5. A method of obtaining an extract of Zanthoxylum bungeanum that has analgesic activity, which comprises treating pericarp of Zanthoxylum bungeanum with supercritical CO2 for a time, temperature and pressure sufficient to obtain an extract of Zanthoxylum bungeanum that has analgesic activity.

6. The method according to claim 5 wherein the extraction with CO2 is conducted at a temperature from 35 to 55° C. and under a pressure from 150 to 300 bars.

7. The method according to claim 5 wherein the extraction with CO2 is conducted at a temperature from 35 to 40° C. and under a pressure from 180 to 230 bars.

8. The method according to claim 5 wherein the extraction is conducted for a time, temperature and pressure sufficient to obtain an extract having an isobutylamide content from 20 to 50% by weight.

9. The extract produced by the method of claim 5.

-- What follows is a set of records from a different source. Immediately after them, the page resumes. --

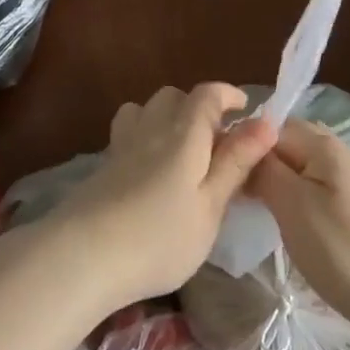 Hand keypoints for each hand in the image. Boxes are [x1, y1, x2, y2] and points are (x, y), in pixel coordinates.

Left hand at [53, 84, 276, 311]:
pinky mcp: (103, 164)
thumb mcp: (210, 207)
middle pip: (174, 96)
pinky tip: (150, 170)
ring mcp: (122, 144)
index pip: (207, 94)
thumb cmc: (159, 238)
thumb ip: (235, 163)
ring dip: (167, 118)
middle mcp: (151, 127)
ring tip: (182, 152)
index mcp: (184, 134)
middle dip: (198, 108)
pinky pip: (128, 131)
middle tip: (217, 143)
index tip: (245, 111)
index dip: (228, 95)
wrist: (83, 255)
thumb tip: (266, 123)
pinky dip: (145, 135)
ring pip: (146, 109)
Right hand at [248, 118, 349, 328]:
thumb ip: (264, 169)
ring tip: (249, 204)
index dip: (241, 144)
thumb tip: (244, 150)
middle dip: (256, 160)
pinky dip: (290, 196)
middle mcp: (336, 152)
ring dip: (273, 179)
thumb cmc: (343, 249)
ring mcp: (347, 179)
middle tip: (231, 188)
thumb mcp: (293, 205)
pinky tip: (280, 218)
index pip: (267, 126)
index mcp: (321, 144)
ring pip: (297, 166)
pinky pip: (310, 186)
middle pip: (284, 142)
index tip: (219, 172)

10. A pharmaceutical composition in the form of a cream, lotion, foam, gel, capsule, tablet or suppository and containing, as an active ingredient, the extract of claim 9 in an amount sufficient to provide analgesic activity.

11. A cosmetic composition in the form of a cream, lotion, foam, or gel and containing, as an active ingredient, the extract of claim 5 in an amount sufficient to provide analgesic activity.